Genervt zerknüllte er den Zettel, den er von seiner Wohnungstür gerissen hatte. Leichtsinnig war seine Kundin auch noch. Wie konnte man in der heutigen Zeit offen über einen Waffendeal schreiben und die Nachricht in einem Umschlag von außen an die Haustür kleben? Ein Wunder, dass noch nicht MI5, MI6 und die CIA das Haus umstellten.
Er rechnete damit, dass sie oder einer ihrer Spione sein Heim beschatteten. Zwar dürfte es sie nicht kümmern, wenn man ihn schnappte, weil sie selbst unerreichbar für die weltliche Polizei war, doch dann würde auch die Waffenlieferung in unerreichbare Ferne rücken.
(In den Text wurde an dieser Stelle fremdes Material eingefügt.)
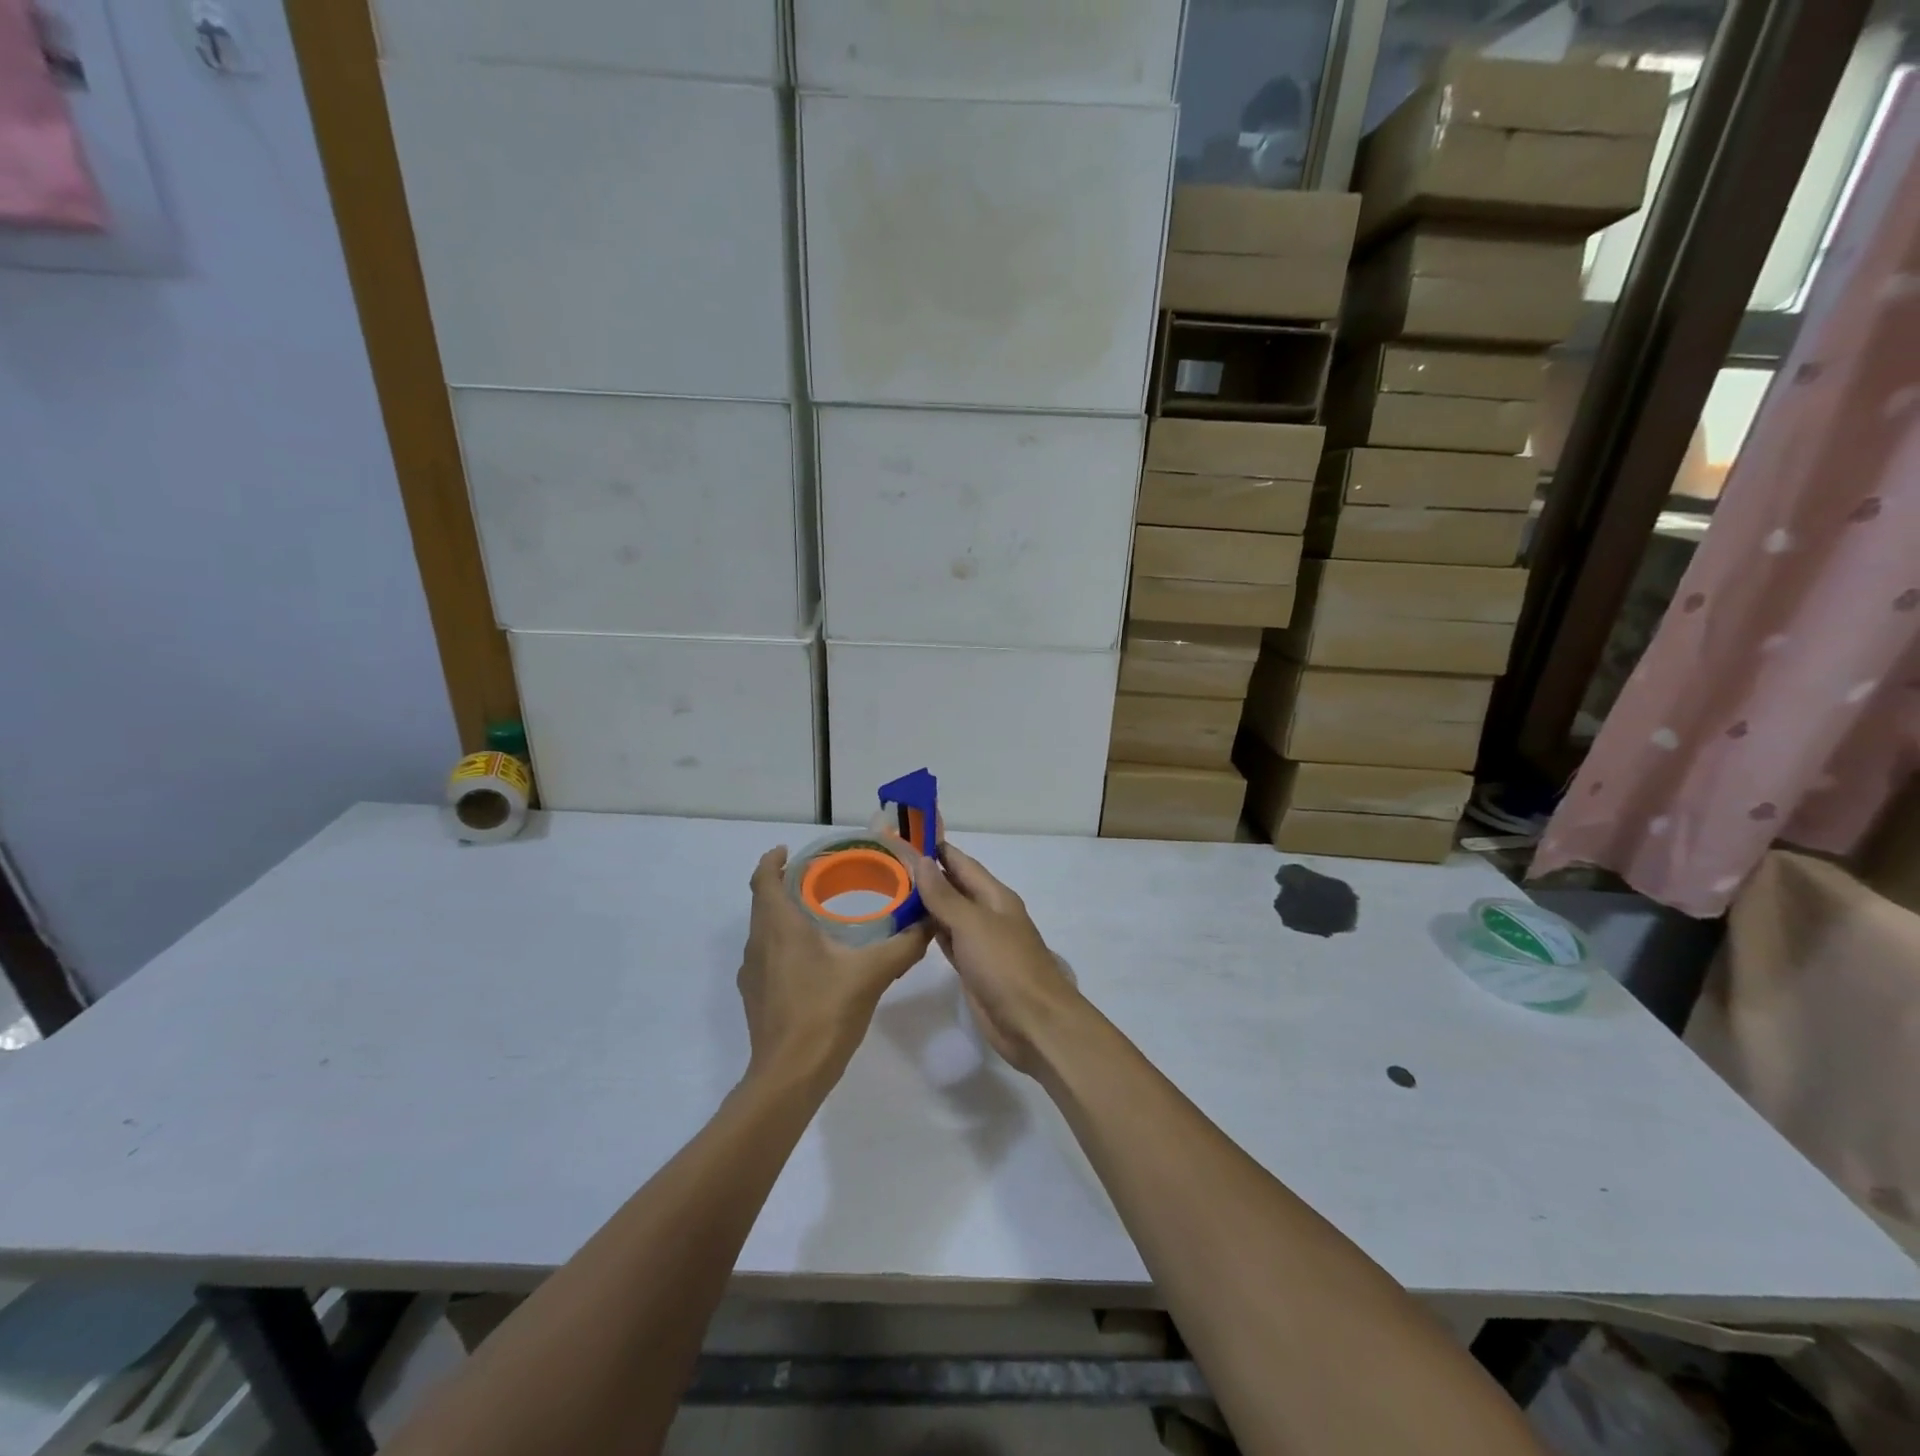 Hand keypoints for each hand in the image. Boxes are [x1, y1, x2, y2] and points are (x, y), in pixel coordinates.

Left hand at [738, 847, 931, 1090]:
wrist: (789, 1077)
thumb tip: (930, 921)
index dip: (771, 860)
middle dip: (784, 885)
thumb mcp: (872, 973)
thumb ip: (904, 945)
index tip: (788, 850)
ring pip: (764, 931)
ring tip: (818, 914)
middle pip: (763, 903)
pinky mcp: (755, 997)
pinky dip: (783, 944)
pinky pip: (766, 956)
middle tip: (817, 878)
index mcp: (779, 927)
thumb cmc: (825, 1013)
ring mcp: (752, 973)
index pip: (763, 880)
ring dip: (783, 916)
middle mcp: (759, 944)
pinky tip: (812, 960)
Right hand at [910, 843, 1085, 1076]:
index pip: (961, 863)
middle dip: (925, 875)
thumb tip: (920, 860)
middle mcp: (988, 914)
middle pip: (954, 887)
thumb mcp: (972, 924)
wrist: (1033, 1022)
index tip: (904, 836)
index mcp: (994, 896)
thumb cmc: (1005, 966)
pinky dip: (929, 932)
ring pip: (948, 915)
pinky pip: (947, 941)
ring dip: (924, 904)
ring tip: (889, 891)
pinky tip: (908, 927)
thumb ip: (944, 895)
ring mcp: (981, 942)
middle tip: (886, 865)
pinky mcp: (972, 968)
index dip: (936, 849) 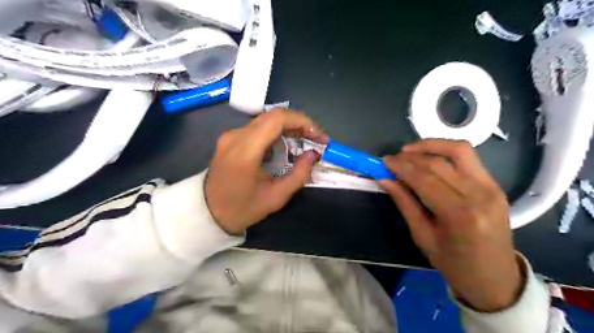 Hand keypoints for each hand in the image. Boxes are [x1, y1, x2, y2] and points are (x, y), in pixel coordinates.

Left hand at [206, 110, 328, 233]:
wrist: (208, 212)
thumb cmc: (242, 208)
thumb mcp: (276, 198)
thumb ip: (299, 175)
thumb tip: (313, 154)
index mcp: (245, 151)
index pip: (277, 119)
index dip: (303, 121)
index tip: (319, 136)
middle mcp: (236, 136)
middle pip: (273, 116)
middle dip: (299, 124)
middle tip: (315, 140)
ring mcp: (231, 135)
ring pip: (267, 120)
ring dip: (289, 128)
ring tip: (303, 144)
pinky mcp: (230, 138)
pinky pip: (258, 128)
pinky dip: (276, 133)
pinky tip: (284, 148)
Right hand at [380, 138, 522, 311]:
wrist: (495, 278)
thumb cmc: (454, 264)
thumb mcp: (422, 236)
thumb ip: (404, 203)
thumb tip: (384, 179)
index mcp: (459, 215)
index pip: (424, 178)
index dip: (401, 166)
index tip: (384, 161)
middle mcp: (479, 195)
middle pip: (439, 163)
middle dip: (411, 157)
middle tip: (392, 158)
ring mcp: (491, 187)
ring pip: (458, 151)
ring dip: (430, 145)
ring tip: (410, 151)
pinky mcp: (495, 184)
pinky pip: (468, 158)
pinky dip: (445, 152)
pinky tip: (429, 157) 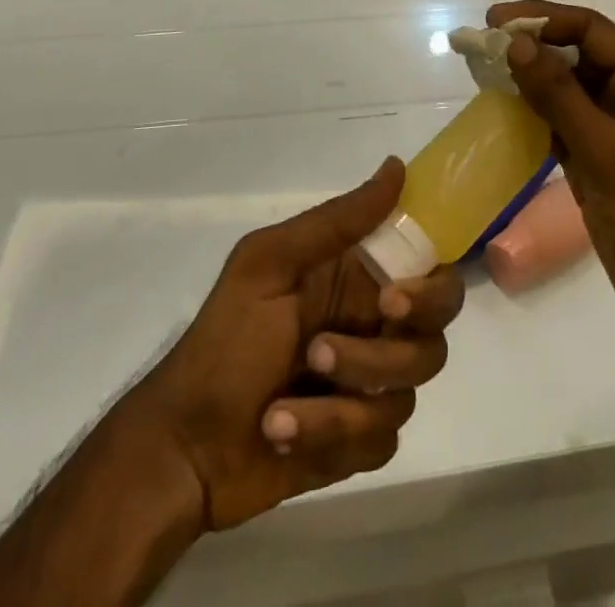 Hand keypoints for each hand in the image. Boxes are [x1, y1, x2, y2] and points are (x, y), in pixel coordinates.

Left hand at [119, 158, 463, 531]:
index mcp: (358, 275)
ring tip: (282, 405)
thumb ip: (337, 220)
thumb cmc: (224, 342)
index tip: (393, 302)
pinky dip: (330, 438)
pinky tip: (283, 432)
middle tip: (322, 353)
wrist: (182, 448)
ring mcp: (369, 385)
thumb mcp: (270, 264)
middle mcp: (374, 326)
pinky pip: (382, 441)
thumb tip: (396, 166)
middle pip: (432, 336)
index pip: (431, 269)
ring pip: (406, 393)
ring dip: (342, 401)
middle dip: (385, 355)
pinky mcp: (359, 441)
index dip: (430, 287)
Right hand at [488, 1, 614, 367]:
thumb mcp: (610, 156)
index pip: (591, 31)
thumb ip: (560, 98)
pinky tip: (501, 114)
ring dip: (528, 79)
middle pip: (577, 55)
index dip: (543, 18)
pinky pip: (561, 125)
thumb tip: (516, 43)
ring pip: (566, 90)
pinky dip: (532, 116)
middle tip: (479, 45)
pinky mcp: (600, 164)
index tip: (494, 21)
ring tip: (481, 72)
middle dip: (531, 45) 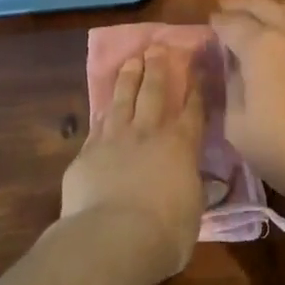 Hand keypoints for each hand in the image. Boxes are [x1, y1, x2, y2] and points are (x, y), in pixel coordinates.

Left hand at [59, 44, 206, 280]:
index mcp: (181, 146)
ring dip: (128, 77)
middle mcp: (148, 133)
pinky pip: (98, 123)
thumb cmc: (165, 232)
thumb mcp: (192, 211)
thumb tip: (190, 182)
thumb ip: (191, 190)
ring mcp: (114, 139)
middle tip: (158, 47)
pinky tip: (103, 104)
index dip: (196, 88)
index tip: (197, 69)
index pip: (193, 110)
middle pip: (154, 92)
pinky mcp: (87, 152)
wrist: (113, 237)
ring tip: (132, 60)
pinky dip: (103, 110)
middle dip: (158, 68)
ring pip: (122, 99)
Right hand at [209, 0, 284, 213]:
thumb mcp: (239, 130)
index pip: (231, 24)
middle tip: (229, 7)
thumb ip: (232, 90)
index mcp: (260, 47)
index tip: (212, 22)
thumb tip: (234, 69)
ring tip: (267, 17)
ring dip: (275, 10)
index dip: (218, 22)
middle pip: (263, 6)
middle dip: (242, 5) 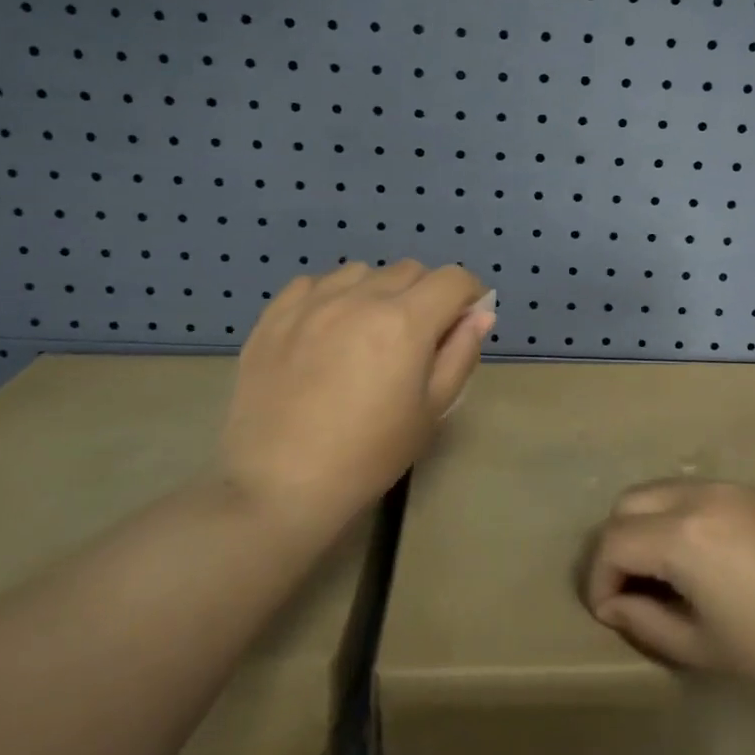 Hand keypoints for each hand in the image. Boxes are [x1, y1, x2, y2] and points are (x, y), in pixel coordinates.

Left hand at [220, 260, 493, 531]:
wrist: (280, 484)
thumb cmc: (369, 455)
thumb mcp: (431, 411)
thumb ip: (460, 354)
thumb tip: (480, 314)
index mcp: (405, 321)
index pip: (452, 279)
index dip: (469, 294)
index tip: (465, 319)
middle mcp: (360, 298)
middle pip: (409, 270)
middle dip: (426, 293)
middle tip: (418, 335)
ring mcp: (312, 302)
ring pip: (362, 272)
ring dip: (378, 291)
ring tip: (368, 330)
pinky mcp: (274, 315)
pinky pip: (314, 283)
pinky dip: (332, 295)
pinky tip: (327, 329)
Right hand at [583, 480, 754, 700]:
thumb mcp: (704, 647)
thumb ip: (646, 623)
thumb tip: (615, 604)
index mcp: (681, 535)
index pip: (612, 542)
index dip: (598, 579)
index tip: (607, 613)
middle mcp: (695, 496)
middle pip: (626, 504)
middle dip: (614, 545)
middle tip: (627, 588)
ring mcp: (724, 487)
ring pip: (657, 491)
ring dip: (643, 526)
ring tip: (660, 573)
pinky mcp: (748, 489)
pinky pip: (690, 492)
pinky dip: (673, 516)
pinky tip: (697, 557) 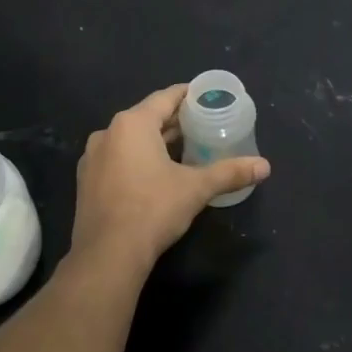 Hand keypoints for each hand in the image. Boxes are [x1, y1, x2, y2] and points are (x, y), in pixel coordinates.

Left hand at [71, 84, 270, 271]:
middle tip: (203, 125)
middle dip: (174, 122)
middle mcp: (107, 133)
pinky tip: (156, 174)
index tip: (206, 98)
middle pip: (147, 117)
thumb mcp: (196, 189)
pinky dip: (137, 160)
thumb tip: (265, 166)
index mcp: (132, 124)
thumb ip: (230, 173)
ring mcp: (92, 158)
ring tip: (184, 150)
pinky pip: (117, 159)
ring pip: (130, 140)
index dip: (188, 96)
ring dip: (156, 142)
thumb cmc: (153, 210)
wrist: (107, 255)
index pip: (165, 98)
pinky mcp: (86, 182)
Und so schnell ließ sich gewiss kein Ersatz auftreiben. Von den mysteriösen Anschlägen einmal abgesehen, gab es niemanden außer ihm, der diese Waffen besorgen konnte.
Anfangs hatte er noch damit gerechnet, dass ihm jemand das Geschäft streitig machen wollte. Doch es gab keine Angebote auf dem Markt des PU. Also setzte, wer auch immer noch im Besitz dieser Dinger war, diese nur für den Eigengebrauch ein. Was wiederum einen deutlichen Hinweis gab, dass man nicht allzu viele besaß. Kein Grund also, sich über Konkurrenz Sorgen zu machen.
Was ihn viel mehr beschäftigte, war das Risiko, dass Kaliste nicht nur seine Wohnung beobachtete, sondern auch ihn selbst. Gut, er konnte seine Besuche in Gorlem Manor rechtfertigen, zur Not auch vor ihr. Mit einer kleinen Notlüge – nein, eher einer Halbwahrheit. Lüge klang so ungezogen. Aber man verstrickte sich leicht, weshalb er vorzog, darauf zu verzichten, egal wie man es nannte.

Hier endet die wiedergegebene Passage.